:: AIM OF THE TASK ::
Write the records below out again word for word, with the pictures removed.

◆ ◆ ◆ ◆ ◆

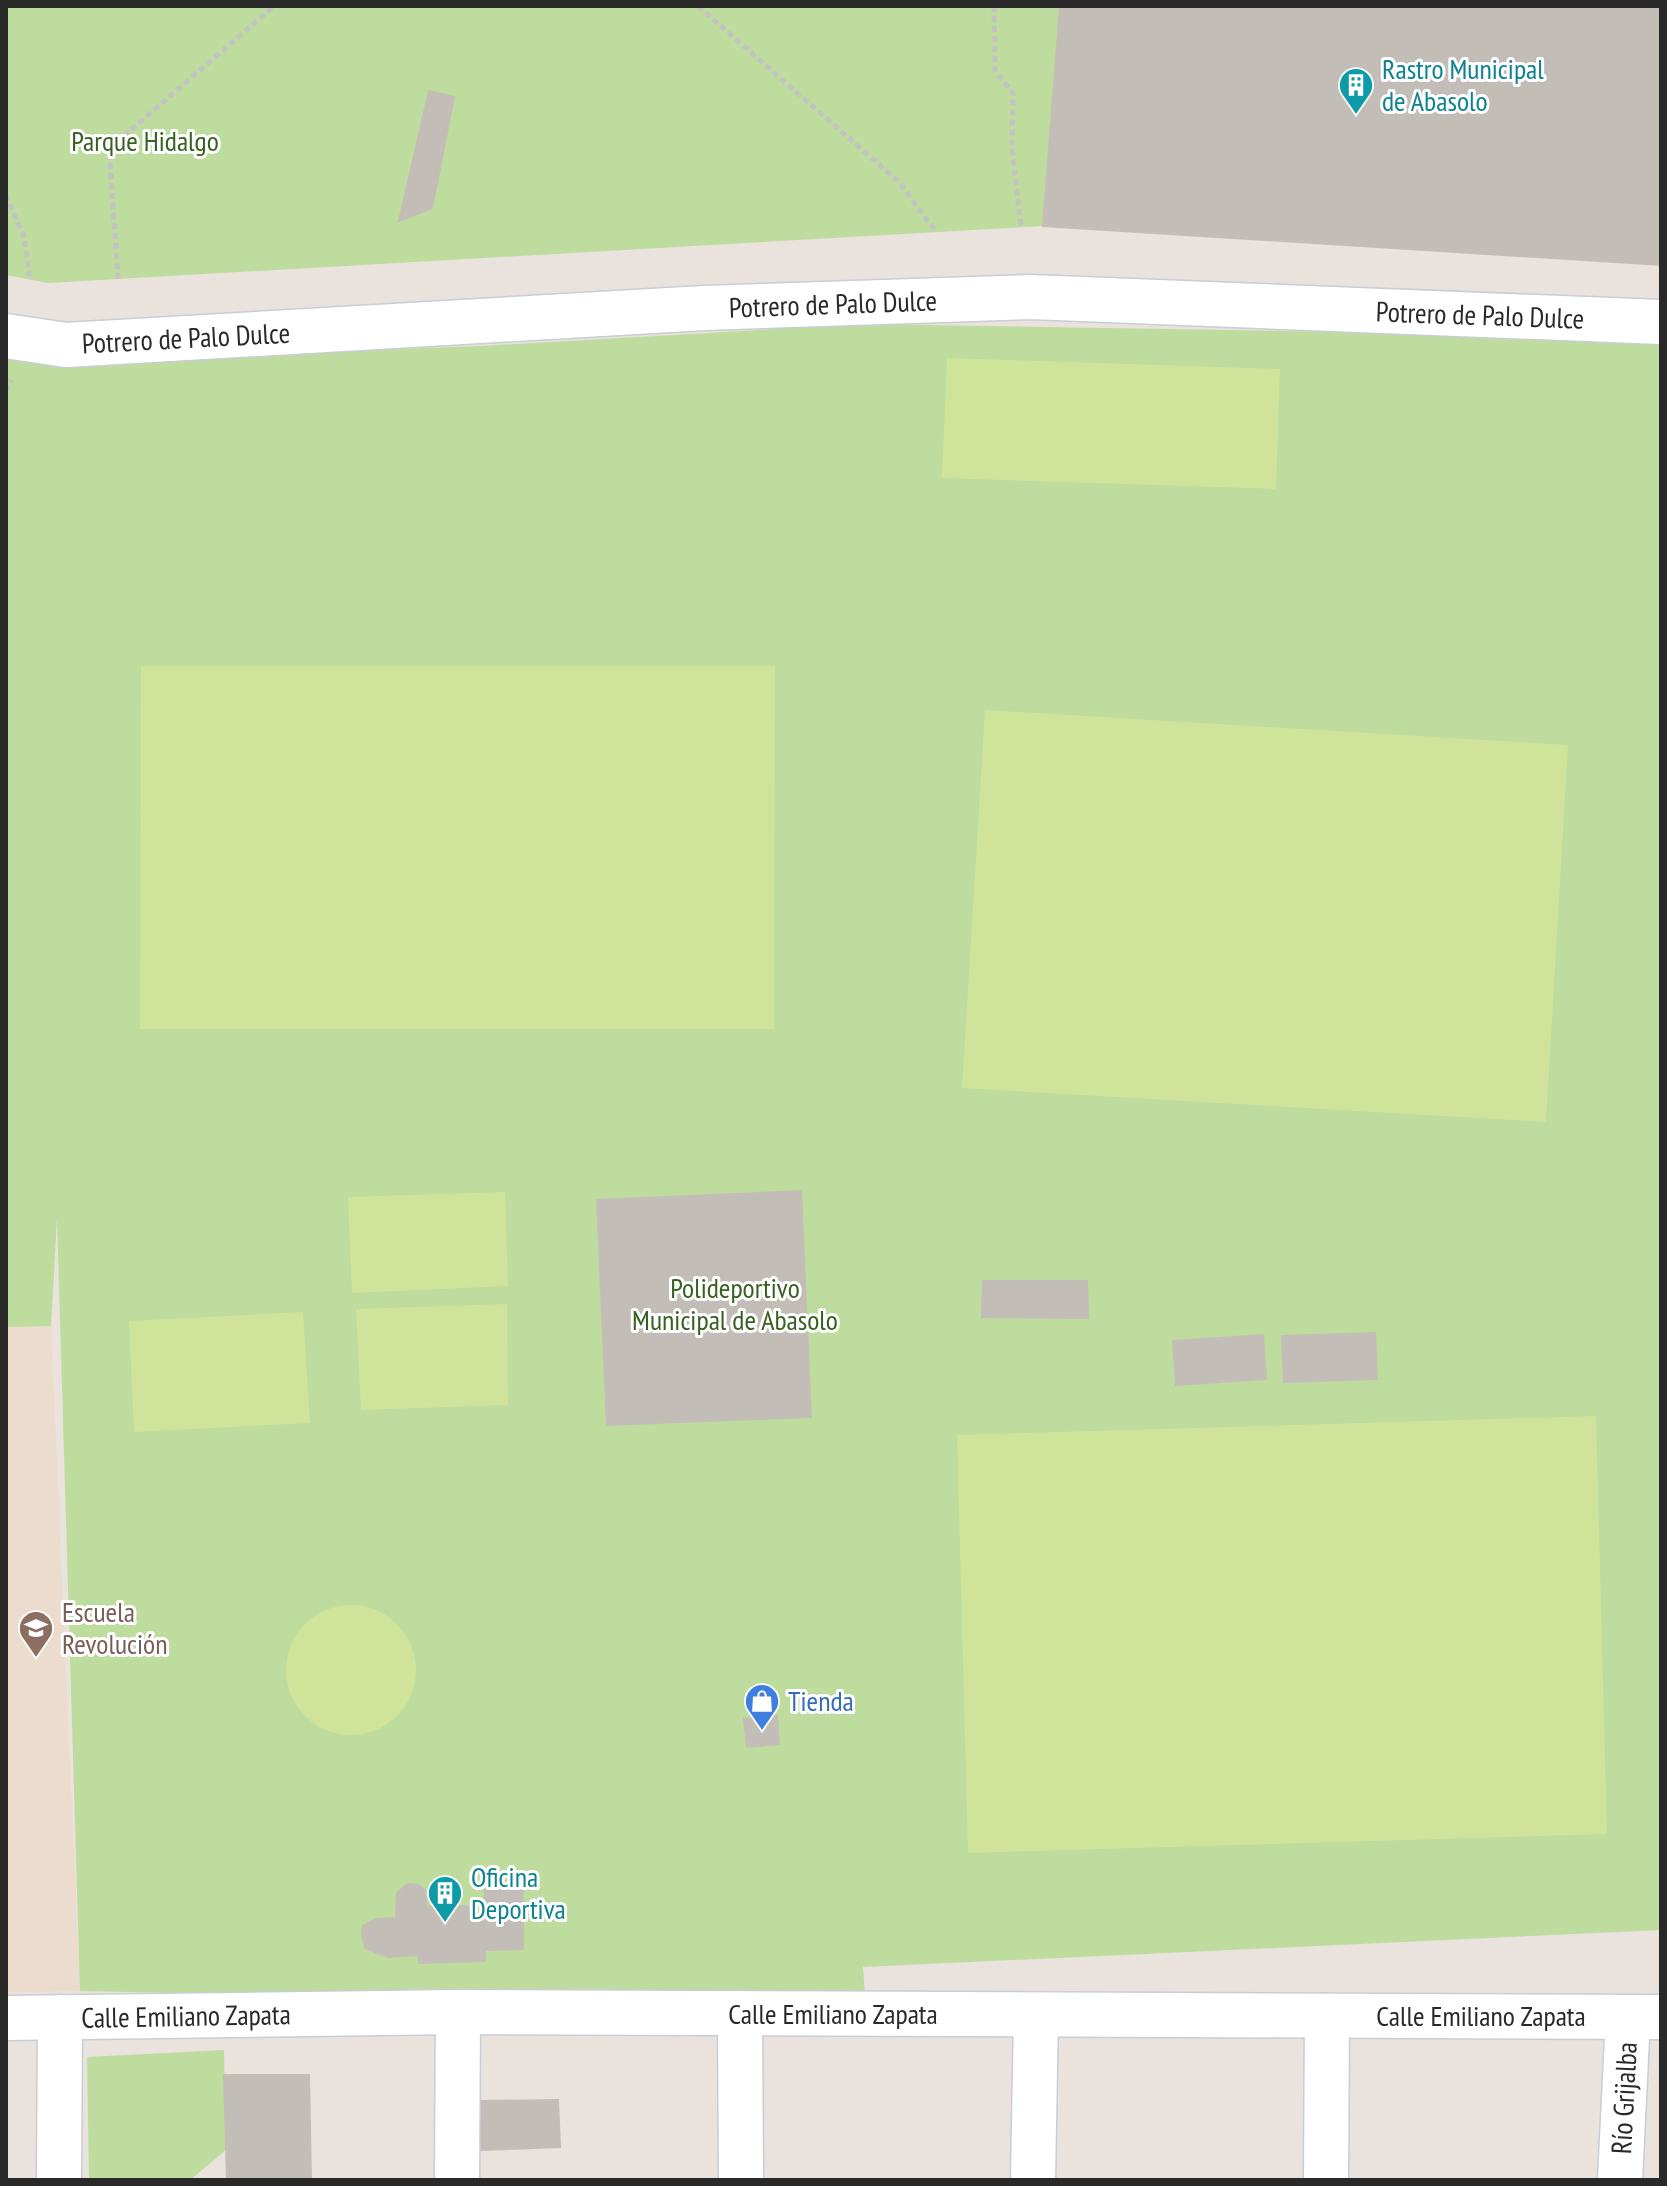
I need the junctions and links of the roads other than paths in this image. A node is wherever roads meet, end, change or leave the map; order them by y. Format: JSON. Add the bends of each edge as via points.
{"nodes":[{"id":1,"x":1661,"y":322,"type":"edge"},
{"id":2,"x":6,"y":336,"type":"edge"},
{"id":3,"x":458,"y":2012,"type":"junction"},
{"id":4,"x":740,"y":2013,"type":"junction"},
{"id":5,"x":1036,"y":2015,"type":"junction"},
{"id":6,"x":1327,"y":2016,"type":"junction"},
{"id":7,"x":60,"y":2017,"type":"junction"},
{"id":8,"x":1645,"y":2017,"type":"edge"},
{"id":9,"x":6,"y":2018,"type":"edge"},
{"id":10,"x":59,"y":2180,"type":"edge"},
{"id":11,"x":457,"y":2180,"type":"edge"},
{"id":12,"x":741,"y":2180,"type":"edge"},
{"id":13,"x":1033,"y":2180,"type":"edge"},
{"id":14,"x":1326,"y":2180,"type":"edge"},
{"id":15,"x":1620,"y":2180,"type":"edge"}],
"edges":[{"from":1,"to":2,"type":"street","name":"Potrero de Palo Dulce","via":[[1031,297],[704,308],[66,345]]},
{"from":3,"to":4,"type":"street","name":"Calle Emiliano Zapata"},
{"from":3,"to":7,"type":"street","name":"Calle Emiliano Zapata"},
{"from":3,"to":11,"type":"street"},
{"from":4,"to":5,"type":"street","name":"Calle Emiliano Zapata"},
{"from":4,"to":12,"type":"street"},
{"from":5,"to":6,"type":"street","name":"Calle Emiliano Zapata"},
{"from":5,"to":13,"type":"street"},
{"from":6,"to":8,"type":"street","name":"Calle Emiliano Zapata"},
{"from":6,"to":14,"type":"street"},
{"from":7,"to":9,"type":"street","name":"Calle Emiliano Zapata"},
{"from":7,"to":10,"type":"street"},
{"from":8,"to":15,"type":"street","name":"Río Grijalba"}]}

◆ ◆ ◆ ◆ ◆

:: ANSWER TO THE PROBLEM ::
I need the junctions and links of the roads other than paths in this image. A node is wherever roads meet, end, change or leave the map; order them by y. Format: JSON. Add the bends of each edge as via points.
{"nodes":[{"id":1,"x":1661,"y":322,"type":"edge"},
{"id":2,"x":6,"y":336,"type":"edge"},
{"id":3,"x":458,"y":2012,"type":"junction"},
{"id":4,"x":740,"y":2013,"type":"junction"},
{"id":5,"x":1036,"y":2015,"type":"junction"},
{"id":6,"x":1327,"y":2016,"type":"junction"},
{"id":7,"x":60,"y":2017,"type":"junction"},
{"id":8,"x":1645,"y":2017,"type":"edge"},
{"id":9,"x":6,"y":2018,"type":"edge"},
{"id":10,"x":59,"y":2180,"type":"edge"},
{"id":11,"x":457,"y":2180,"type":"edge"},
{"id":12,"x":741,"y":2180,"type":"edge"},
{"id":13,"x":1033,"y":2180,"type":"edge"},
{"id":14,"x":1326,"y":2180,"type":"edge"},
{"id":15,"x":1620,"y":2180,"type":"edge"}],
"edges":[{"from":1,"to":2,"type":"street","name":"Potrero de Palo Dulce","via":[[1031,297],[704,308],[66,345]]},
{"from":3,"to":4,"type":"street","name":"Calle Emiliano Zapata"},
{"from":3,"to":7,"type":"street","name":"Calle Emiliano Zapata"},
{"from":3,"to":11,"type":"street"},
{"from":4,"to":5,"type":"street","name":"Calle Emiliano Zapata"},
{"from":4,"to":12,"type":"street"},
{"from":5,"to":6,"type":"street","name":"Calle Emiliano Zapata"},
{"from":5,"to":13,"type":"street"},
{"from":6,"to":8,"type":"street","name":"Calle Emiliano Zapata"},
{"from":6,"to":14,"type":"street"},
{"from":7,"to":9,"type":"street","name":"Calle Emiliano Zapata"},
{"from":7,"to":10,"type":"street"},
{"from":8,"to":15,"type":"street","name":"Río Grijalba"}]}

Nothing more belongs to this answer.